Y después de la apuesta que había hecho con Mackenzie, eso sencillamente no iba a ocurrir. Sabrina gimió para sus adentros. Tendría que contentarse viendo a Kit preparar sus postres de chocolate. Aunque eso le llevara la temperatura corporal casi a ebullición.

Había extendido una tira de hojaldre sobre la encimera donde trabajaba, y en ese momento la estaba untando con mantequilla derretida.

–¿Quieres ayudarme? –se volvió a mirarla.

Ella se mordió la lengua y asintió.

–Claro.

–Ponte aquí a mi lado.

Se bajó del taburete y se colocó de pie junto a él. Kit olía a chocolate amargo y delicioso, pensaba mientras su proximidad le causaba estremecimientos.

–Tú puedes doblarlo.

Kit puso una cucharada de la mezcla de chocolate en una esquina de la tira de hojaldre, le enseñó a doblar la esquina para hacer un triángulo, y luego sobre sí misma toda la tira, hasta que el relleno quedó envuelto en las finas capas de pasta de hojaldre.

–No está mal –dijo Sabrina mientras pasaba el dulce a una de las planchas del horno.

–Se te da como hongos, chica.

Lo miró a los ojos, y vio su expresión divertida. Sabía que le estaba tomando el pelo; aun así sintió una especie de descarga. Los demás jefes de cocina tendían a estar nerviosos y a contrariarse por nada, de modo que Sabrina había aprendido a evitarlos. Pero la zona donde trabajaba el chef de repostería estaba en un lado de la cocina, y a Kit no parecía importarle que ella se pasara por allí de vez en cuando.

Pero eso de que la hubiera llamado «chica» no le había hecho ninguna gracia. Cierto era que no tenía intención de enrollarse con Kit, pero no parecía muy correcto por su parte que hubiera rechazado la posibilidad tan pronto.

–Dobla –volvió a decirle.

Sabrina se dio cuenta de que había colocado otra tira de pasta, en uno de cuyos extremos había puesto otro poco de chocolate.

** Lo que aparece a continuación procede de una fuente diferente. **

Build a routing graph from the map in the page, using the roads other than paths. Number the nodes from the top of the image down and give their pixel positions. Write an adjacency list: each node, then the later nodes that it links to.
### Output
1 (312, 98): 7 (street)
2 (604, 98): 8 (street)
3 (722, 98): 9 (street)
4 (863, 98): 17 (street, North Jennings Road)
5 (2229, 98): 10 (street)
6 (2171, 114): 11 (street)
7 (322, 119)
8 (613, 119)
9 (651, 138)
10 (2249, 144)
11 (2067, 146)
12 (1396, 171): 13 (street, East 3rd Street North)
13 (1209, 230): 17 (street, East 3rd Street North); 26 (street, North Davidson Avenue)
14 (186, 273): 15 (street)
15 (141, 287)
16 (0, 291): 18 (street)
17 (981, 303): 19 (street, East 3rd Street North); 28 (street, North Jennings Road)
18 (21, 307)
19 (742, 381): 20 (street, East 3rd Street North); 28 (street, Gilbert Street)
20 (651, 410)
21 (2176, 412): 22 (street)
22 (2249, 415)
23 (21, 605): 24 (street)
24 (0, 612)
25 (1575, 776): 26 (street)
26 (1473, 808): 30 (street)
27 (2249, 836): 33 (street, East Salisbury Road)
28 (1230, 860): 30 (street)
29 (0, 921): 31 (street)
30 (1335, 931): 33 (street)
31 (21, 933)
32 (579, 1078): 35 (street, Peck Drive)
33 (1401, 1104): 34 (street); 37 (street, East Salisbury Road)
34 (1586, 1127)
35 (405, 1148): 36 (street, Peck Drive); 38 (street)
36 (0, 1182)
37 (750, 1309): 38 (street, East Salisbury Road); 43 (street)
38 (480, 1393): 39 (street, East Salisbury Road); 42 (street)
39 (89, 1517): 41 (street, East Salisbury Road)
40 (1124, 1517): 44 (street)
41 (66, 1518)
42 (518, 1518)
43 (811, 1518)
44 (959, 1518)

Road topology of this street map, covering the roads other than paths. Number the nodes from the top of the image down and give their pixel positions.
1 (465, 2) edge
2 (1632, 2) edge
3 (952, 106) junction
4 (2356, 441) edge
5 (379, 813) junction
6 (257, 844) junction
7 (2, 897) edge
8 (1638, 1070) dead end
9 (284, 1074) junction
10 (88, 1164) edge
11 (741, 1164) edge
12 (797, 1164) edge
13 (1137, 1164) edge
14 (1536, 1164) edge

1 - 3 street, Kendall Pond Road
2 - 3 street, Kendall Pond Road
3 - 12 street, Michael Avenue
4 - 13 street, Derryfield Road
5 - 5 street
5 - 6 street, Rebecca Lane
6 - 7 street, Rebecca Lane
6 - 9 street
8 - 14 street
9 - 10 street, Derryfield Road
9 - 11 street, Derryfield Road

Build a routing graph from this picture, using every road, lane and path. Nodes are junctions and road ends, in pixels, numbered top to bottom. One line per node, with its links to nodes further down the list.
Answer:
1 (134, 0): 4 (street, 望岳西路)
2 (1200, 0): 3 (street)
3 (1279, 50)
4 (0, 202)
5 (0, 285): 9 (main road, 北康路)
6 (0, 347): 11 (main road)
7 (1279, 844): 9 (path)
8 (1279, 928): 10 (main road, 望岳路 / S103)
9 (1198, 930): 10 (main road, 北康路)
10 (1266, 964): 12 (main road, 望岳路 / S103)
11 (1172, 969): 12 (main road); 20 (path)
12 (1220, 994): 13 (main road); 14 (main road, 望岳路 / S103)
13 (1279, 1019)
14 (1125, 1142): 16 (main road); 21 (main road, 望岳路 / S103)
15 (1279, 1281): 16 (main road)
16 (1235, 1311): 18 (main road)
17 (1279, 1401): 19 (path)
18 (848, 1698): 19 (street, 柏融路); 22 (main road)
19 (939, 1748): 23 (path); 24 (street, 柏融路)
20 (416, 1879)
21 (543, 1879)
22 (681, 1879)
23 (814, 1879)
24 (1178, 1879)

Trabajaron juntos en silencio hasta que la bandeja del horno quedó llena de bonitas filas de triángulos. De vez en cuando se daban codazos sin querer y se rozaban las manos, y según iban pasando los minutos Sabrina se iba enrabietando más al ver que Kit no reaccionara mientras que ella estaba intentando controlar su imaginación.

Una de los camareras, Charmaine Piasceki, entró en ese momento por las puertas de acero inoxidable que daban al comedor.

–Sabrina, ha venido tu hermana –le miró las manos a Sabrina, que las tenía llenas de mantequilla, y luego a Kit–. Le digo que estás pegoteada con uno de los chefs.